(Saved entries)

+---+

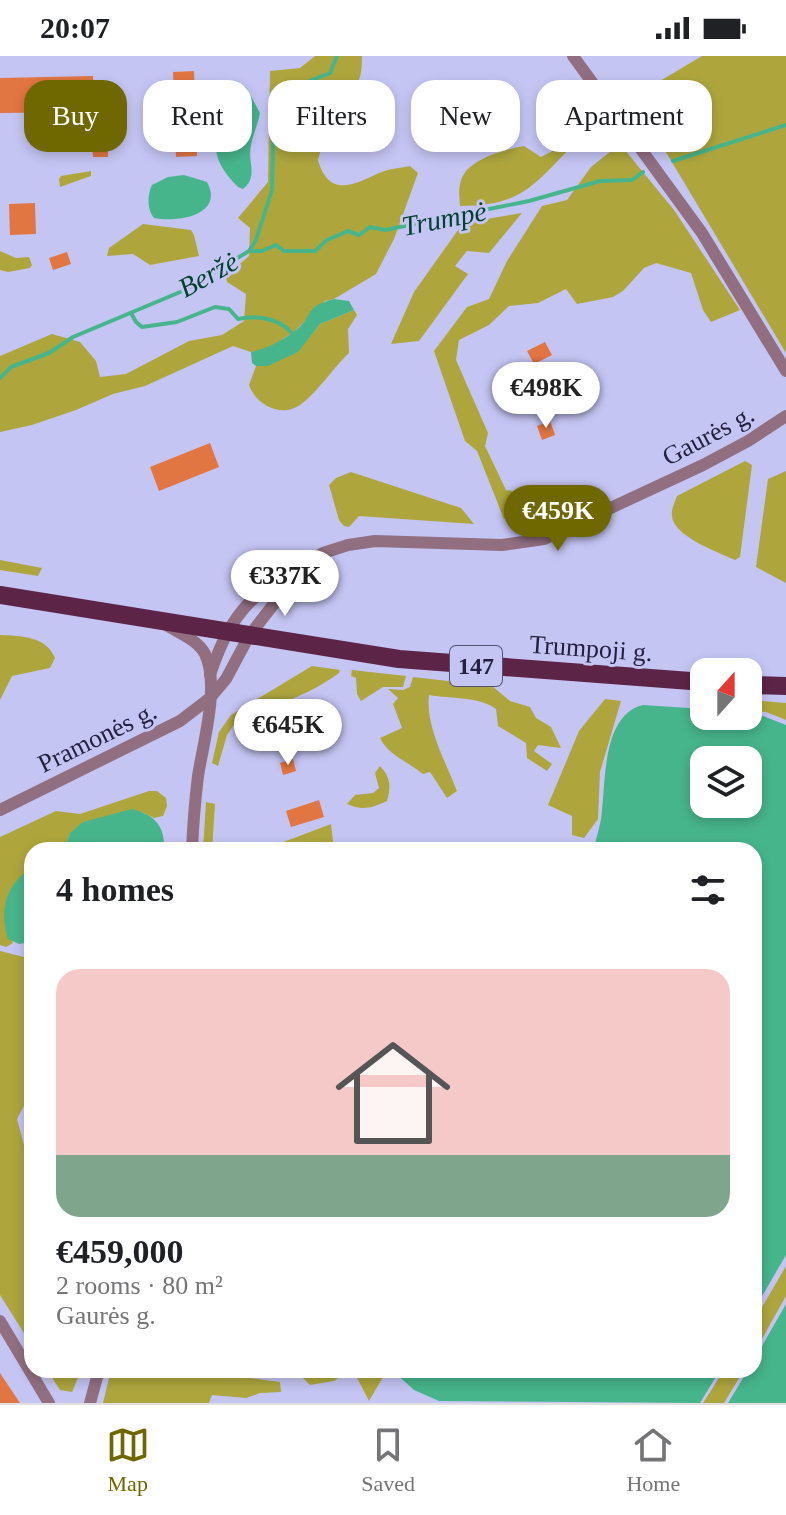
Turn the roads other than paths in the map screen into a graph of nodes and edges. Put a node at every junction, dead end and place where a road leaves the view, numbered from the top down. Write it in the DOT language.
graph roads {
  1 [pos="573,56"];
  2 [pos="786,371"];
  3 [pos="786,416"];
  4 [pos="287,580"];
  5 [pos="0,595"];
  6 [pos="160,621"];
  7 [pos="227,633"];
  8 [pos="249,636"];
  9 [pos="210,675"];
  10 [pos="690,681"];
  11 [pos="762,685"];
  12 [pos="786,686"];
  13 [pos="210,698"];
  14 [pos="0,810"];
  15 [pos="192,842"];
  16 [pos="0,1321"];
  17 [pos="24,1361"];
  18 [pos="34,1378"];
  19 [pos="97,1378"];
  20 [pos="49,1403"];
  21 [pos="90,1403"];
  1 -- 2 [label="street"];
  3 -- 4 [label="street, Gaurės g."];
  4 -- 7 [label="street, Gaurės g."];
  4 -- 8 [label="street, Gaurės g."];
  5 -- 6 [label="main road, Trumpoji g. / 147"];
  6 -- 7 [label="main road, Trumpoji g. / 147"];
  6 -- 9 [label="street"];
  7 -- 8 [label="main road, Trumpoji g. / 147"];
  7 -- 9 [label="street"];
  8 -- 10 [label="main road, Trumpoji g. / 147"];
  8 -- 13 [label="street, Pramonės g."];
  9 -- 13 [label="street"];
  11 -- 12 [label="main road"];
  13 -- 14 [label="street, Pramonės g."];
  13 -- 15 [label="street"];
  16 -- 17 [label="street"];
  18 -- 20 [label="street"];
  19 -- 21 [label="street"];
}
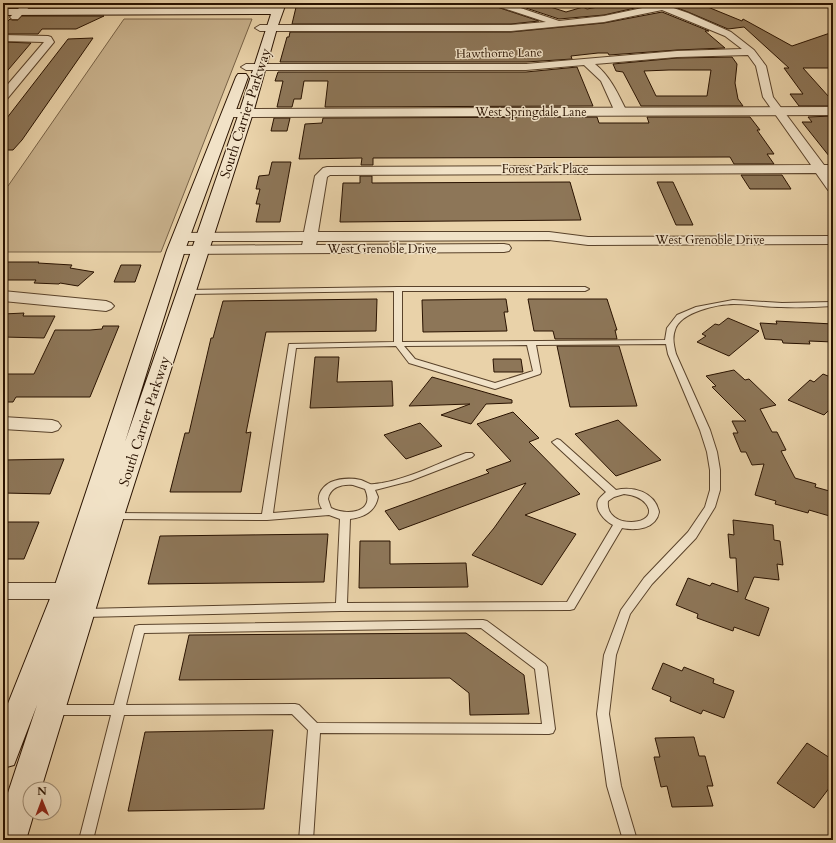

+---+

Task goal: Check each line of the records for the string "graph" and copy those that have it.

Task answer:
Turn the roads other than paths in the map screen into a graph of nodes and edges. Put a node at every junction, dead end and place where a road leaves the view, numbered from the top down. Write it in the DOT language.
graph roads {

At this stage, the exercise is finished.